Introduction and Objective: Continuous blood glucose monitoring in mice using implantable telemetry devices is a highly sophisticated technique that measures real-time arterial blood glucose. This technique has not yet been combined with indirect calorimetry to study metabolism in obesity. By combining these techniques, this study was designed to gain a higher resolution understanding of the effect of obesity on glucose homeostasis.Methods: DSI HD-XG telemetry probes were surgically implanted into 22 week old C57Bl6/J chow or DIO mice (n=9 per group). After recovering for 7 days, mice underwent indirect calorimetry measurements in Promethion metabolic cages with various metabolic challenges including glucose and insulin tolerance tests, wheel running, 16 hour fast, and 6 hours of acute cold exposure at 6°C. Testing was then repeated including tail blood sampling.Results: As expected, both techniques detected major differences in the metabolic response to challenges to glucose homeostasis. These data also revealed clear artifacts of tail sampling artificially elevating blood glucose. Furthermore, it demonstrated the advantages of having concurrent indirect calorimetry and arterial glucose measurements providing high-resolution insights into the impact of activity and food intake on RER and blood glucose.Conclusion: This study integrated two highly sophisticated techniques to provide a high-resolution view of the effect of obesity on glucose homeostasis. Integration of these techniques to view the whole metabolic picture provided insights into metabolism and demonstrated the need to avoid artifacts of tail blood sampling. Future studies should focus on integrating sophisticated techniques while reducing the artifact of tail blood sampling to inform obesity research.

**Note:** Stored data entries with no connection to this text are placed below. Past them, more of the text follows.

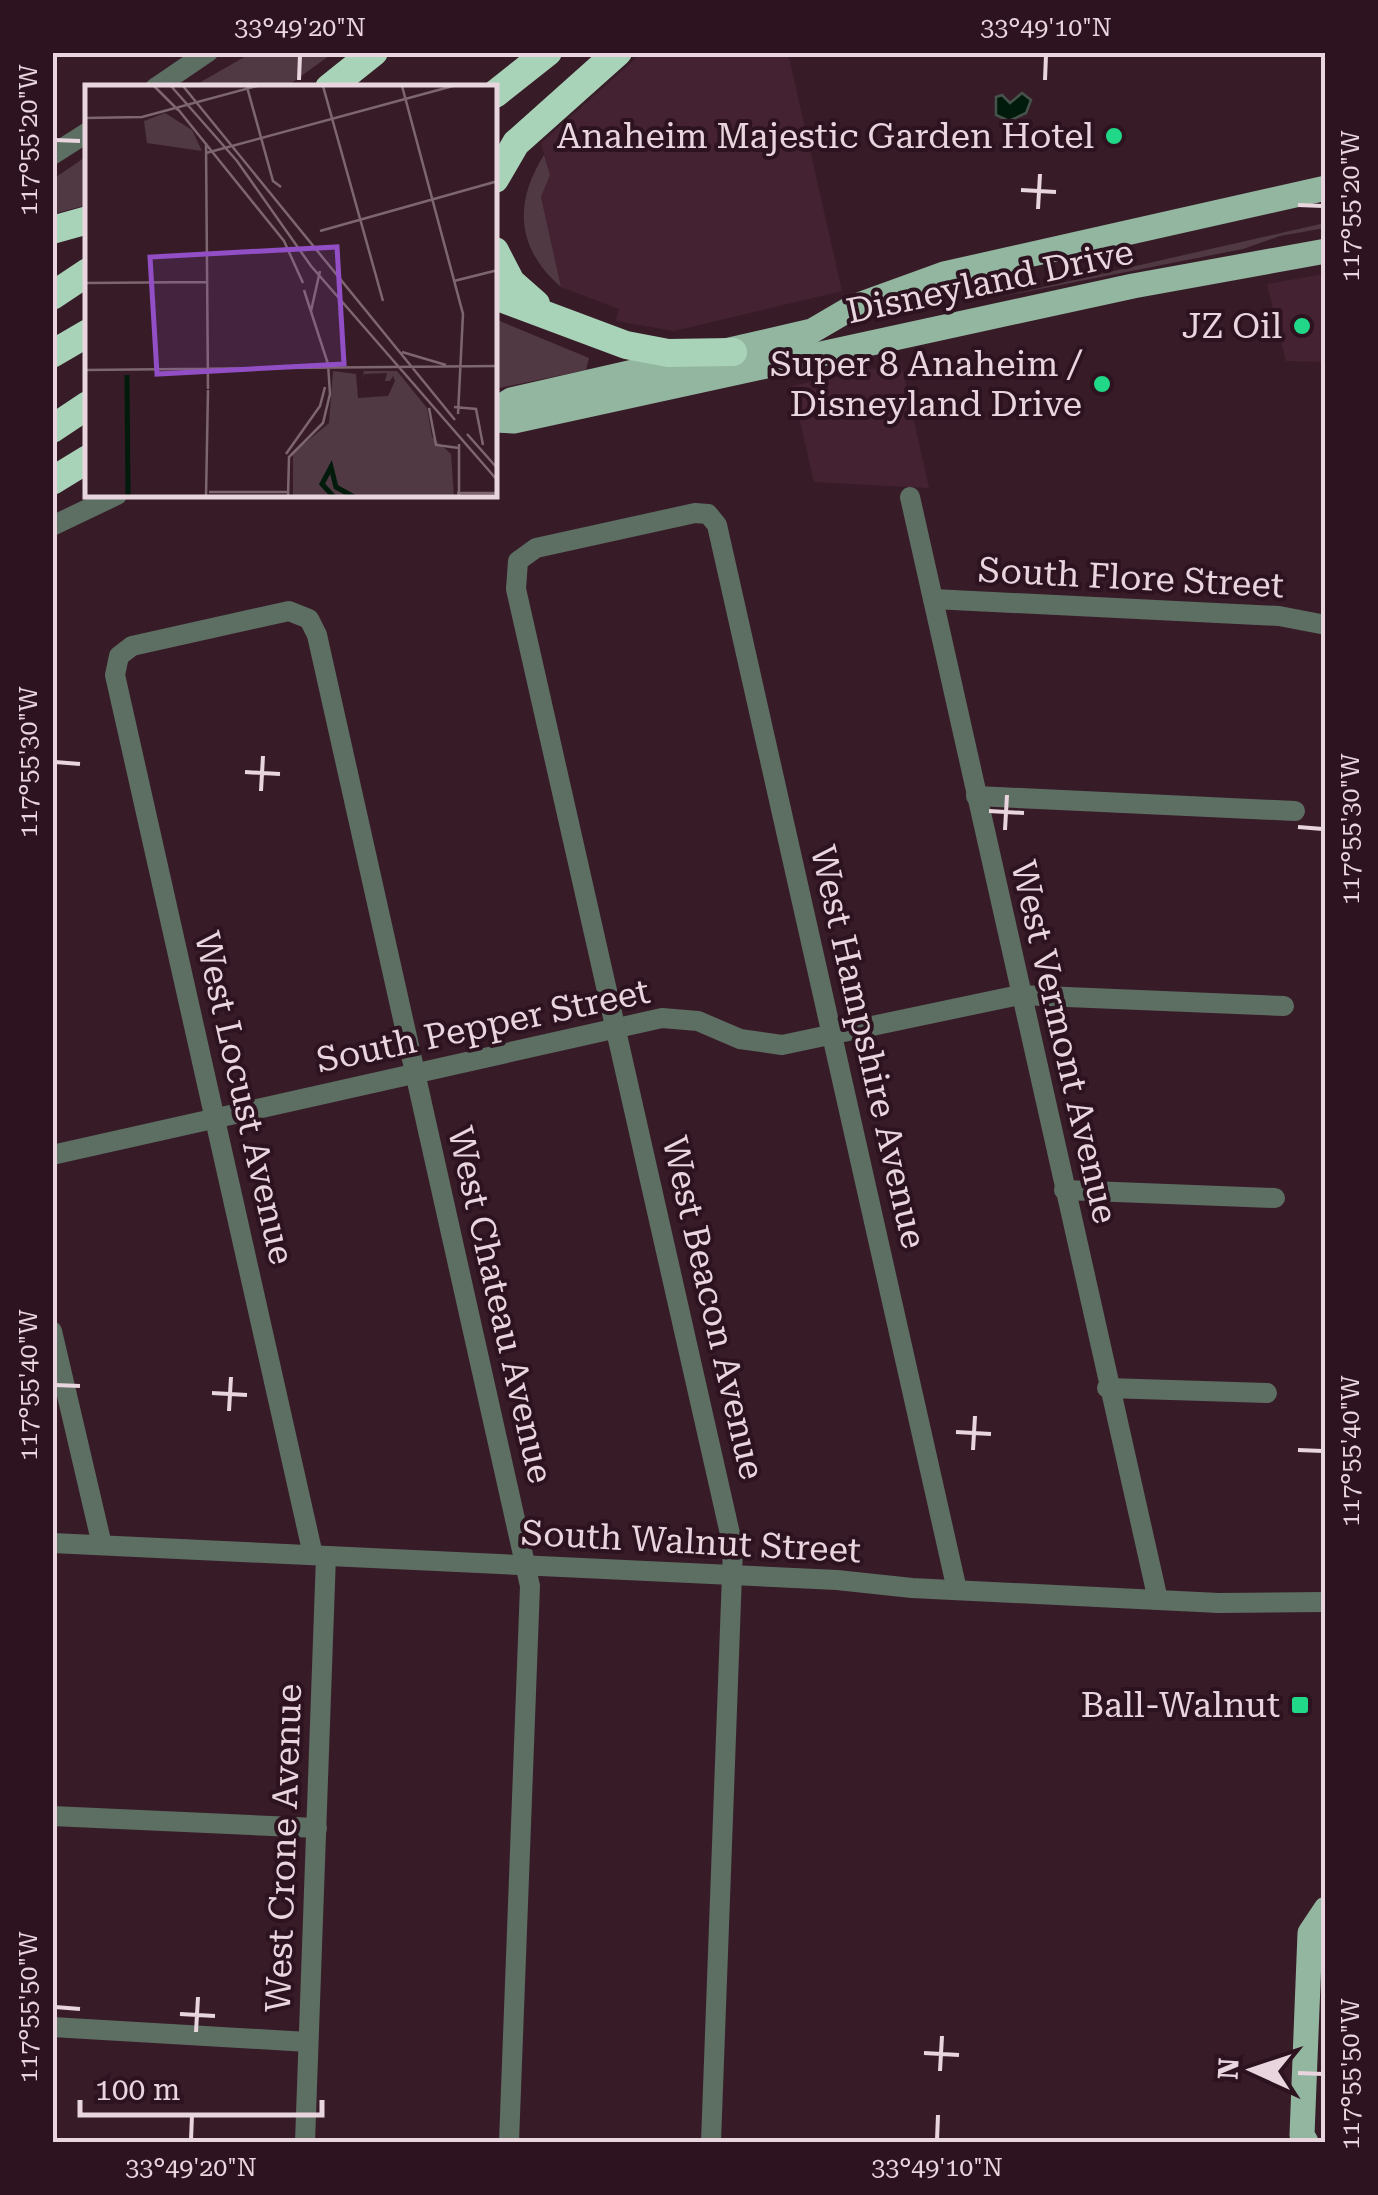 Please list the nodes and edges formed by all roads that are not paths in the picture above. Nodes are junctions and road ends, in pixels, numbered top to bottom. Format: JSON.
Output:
{"nodes":[{"id":1,"x":208,"y":52,"type":"edge"},
{"id":2,"x":374,"y":52,"type":"edge"},
{"id":3,"x":548,"y":52,"type":"edge"},
{"id":4,"x":618,"y":52,"type":"edge"},
{"id":5,"x":159,"y":85,"type":"edge"},
{"id":6,"x":333,"y":85,"type":"edge"},
{"id":7,"x":498,"y":92,"type":"edge"},
{"id":8,"x":85,"y":134,"type":"edge"},
{"id":9,"x":52,"y":155,"type":"edge"},
{"id":10,"x":498,"y":173,"type":"edge"},
{"id":11,"x":1326,"y":188,"type":"edge"},
{"id":12,"x":85,"y":221,"type":"edge"},
{"id":13,"x":52,"y":230,"type":"edge"},
{"id":14,"x":1326,"y":251,"type":"edge"},
{"id":15,"x":498,"y":257,"type":"edge"},
{"id":16,"x":85,"y":274,"type":"edge"},
{"id":17,"x":52,"y":296,"type":"edge"},
{"id":18,"x":498,"y":297,"type":"edge"},
{"id":19,"x":580,"y":330,"type":"junction"},
{"id":20,"x":85,"y":335,"type":"edge"},
{"id":21,"x":733,"y":352,"type":"junction"},
{"id":22,"x":52,"y":354,"type":"edge"},
{"id":23,"x":85,"y":407,"type":"edge"},
{"id":24,"x":498,"y":408,"type":"edge"},
{"id":25,"x":498,"y":420,"type":"edge"},
{"id":26,"x":52,"y":429,"type":"edge"},
{"id":27,"x":85,"y":461,"type":"edge"},
{"id":28,"x":52,"y":481,"type":"edge"},
{"id":29,"x":910,"y":497,"type":"dead end"},
{"id":30,"x":111,"y":498,"type":"edge"},
{"id":31,"x":713,"y":518,"type":"joint"},
{"id":32,"x":52,"y":526,"type":"edge"},
{"id":33,"x":933,"y":600,"type":"junction"},
{"id":34,"x":304,"y":615,"type":"joint"},
{"id":35,"x":1326,"y":625,"type":"edge"},
{"id":36,"x":976,"y":796,"type":"junction"},
{"id":37,"x":1295,"y":811,"type":"dead end"},
{"id":38,"x":1019,"y":995,"type":"junction"},
{"id":39,"x":1284,"y":1006,"type":"dead end"},
{"id":40,"x":617,"y":1027,"type":"junction"},
{"id":41,"x":832,"y":1036,"type":"junction"},
{"id":42,"x":415,"y":1074,"type":"junction"},
{"id":43,"x":216,"y":1118,"type":"junction"},
{"id":44,"x":52,"y":1154,"type":"edge"},
{"id":45,"x":1064,"y":1190,"type":"junction"},
{"id":46,"x":1275,"y":1198,"type":"dead end"},
{"id":47,"x":54,"y":1342,"type":"edge"},
{"id":48,"x":1107,"y":1388,"type":"junction"},
{"id":49,"x":1267,"y":1393,"type":"dead end"},
{"id":50,"x":52,"y":1543,"type":"edge"},
{"id":51,"x":102,"y":1545,"type":"junction"},
{"id":52,"x":320,"y":1555,"type":"junction"},
{"id":53,"x":525,"y":1565,"type":"junction"},
{"id":54,"x":732,"y":1575,"type":"junction"},
{"id":55,"x":957,"y":1590,"type":"junction"},
{"id":56,"x":1158,"y":1600,"type":"junction"},
{"id":57,"x":1326,"y":1602,"type":"edge"},
{"id":58,"x":52,"y":1816,"type":"edge"},
{"id":59,"x":316,"y":1828,"type":"junction"},
{"id":60,"x":1326,"y":1909,"type":"edge"},
{"id":61,"x":52,"y":2027,"type":"edge"},
{"id":62,"x":308,"y":2042,"type":"junction"},
{"id":63,"x":305,"y":2142,"type":"edge"},
{"id":64,"x":509,"y":2142,"type":"edge"},
{"id":65,"x":711,"y":2142,"type":"edge"},
{"id":66,"x":1306,"y":2142,"type":"edge"}],
"edges":[{"from":1,"to":5,"type":"street"},
{"from":2,"to":6,"type":"highway"},
{"from":3,"to":7,"type":"highway"},
{"from":4,"to":10,"type":"highway"},
{"from":8,"to":9,"type":"street"},
{"from":11,"to":21,"type":"main road","name":"Disneyland Drive"},
{"from":12,"to":13,"type":"highway"},
{"from":14,"to":25,"type":"main road","name":"Disneyland Drive"},
{"from":15,"to":19,"type":"highway"},
{"from":16,"to":17,"type":"highway"},
{"from":18,"to":19,"type":"highway"},
{"from":19,"to":21,"type":"highway"},
{"from":20,"to":22,"type":"highway"},
{"from":21,"to":24,"type":"main road","name":"Disneyland Drive"},
{"from":23,"to":26,"type":"highway"},
{"from":27,"to":28,"type":"highway"},
{"from":29,"to":33,"type":"street","name":"West Vermont Avenue"},
{"from":30,"to":32,"type":"street"},
{"from":31,"to":40,"type":"street","name":"West Beacon Avenue"},
{"from":31,"to":41,"type":"street","name":"West Hampshire Avenue"},
{"from":33,"to":35,"type":"street","name":"South Flore Street"},
{"from":33,"to":36,"type":"street","name":"West Vermont Avenue"},
{"from":34,"to":42,"type":"street","name":"West Chateau Avenue"},
{"from":34,"to":43,"type":"street","name":"West Locust Avenue"},
{"from":36,"to":37,"type":"street"},
{"from":36,"to":38,"type":"street","name":"West Vermont Avenue"},
{"from":38,"to":39,"type":"street","name":"South Pepper Street"},
{"from":38,"to":41,"type":"street","name":"South Pepper Street"},
{"from":38,"to":45,"type":"street","name":"West Vermont Avenue"},
{"from":40,"to":41,"type":"street","name":"South Pepper Street"},
{"from":40,"to":42,"type":"street","name":"South Pepper Street"},
{"from":40,"to":54,"type":"street","name":"West Beacon Avenue"},
{"from":41,"to":55,"type":"street","name":"West Hampshire Avenue"},
{"from":42,"to":43,"type":"street","name":"South Pepper Street"},
{"from":42,"to":53,"type":"street","name":"West Chateau Avenue"},
{"from":43,"to":44,"type":"street","name":"South Pepper Street"},
{"from":43,"to":52,"type":"street","name":"West Locust Avenue"},
{"from":45,"to":46,"type":"street"},
{"from":45,"to":48,"type":"street","name":"West Vermont Avenue"},
{"from":47,"to":51,"type":"street"},
{"from":48,"to":49,"type":"street"},
{"from":48,"to":56,"type":"street","name":"West Vermont Avenue"},
{"from":50,"to":51,"type":"street","name":"South Walnut Street"},
{"from":51,"to":52,"type":"street","name":"South Walnut Street"},
{"from":52,"to":53,"type":"street","name":"South Walnut Street"},
{"from":52,"to":59,"type":"street","name":"West Crone Avenue"},
{"from":53,"to":54,"type":"street","name":"South Walnut Street"},
{"from":53,"to":64,"type":"street","name":"West Chateau Avenue"},
{"from":54,"to":55,"type":"street","name":"South Walnut Street"},
{"from":54,"to":65,"type":"street","name":"West Beacon Avenue"},
{"from":55,"to":56,"type":"street","name":"South Walnut Street"},
{"from":56,"to":57,"type":"street","name":"South Walnut Street"},
{"from":58,"to":59,"type":"street"},
{"from":59,"to":62,"type":"street","name":"West Crone Avenue"},
{"from":60,"to":66,"type":"main road"},
{"from":61,"to":62,"type":"street"},
{"from":62,"to":63,"type":"street","name":"West Crone Avenue"}]}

C.D. Holman: None. P.M. Titchenell: Consultant; Pfizer Inc, Unnatural Products Inc., Supercede, Pioneering Medicines, Boehringer-Ingelheim, Alnylam, OrsoBio. J.A. Baur: Research Support; Pfizer Inc, Calico, Metro Biotech. Board Member; Cytokinetics Inc. Research Support; Elysium. Consultant; Altimmune Inc.
The Rodent Metabolic Phenotyping Core (RRID: SCR_022427) is supported in part by National Institutes of Health (NIH) grant S10-OD025098, the Cox Institute, and the Institute for Diabetes, Obesity and Metabolism (Perelman School of Medicine, University of Pennsylvania).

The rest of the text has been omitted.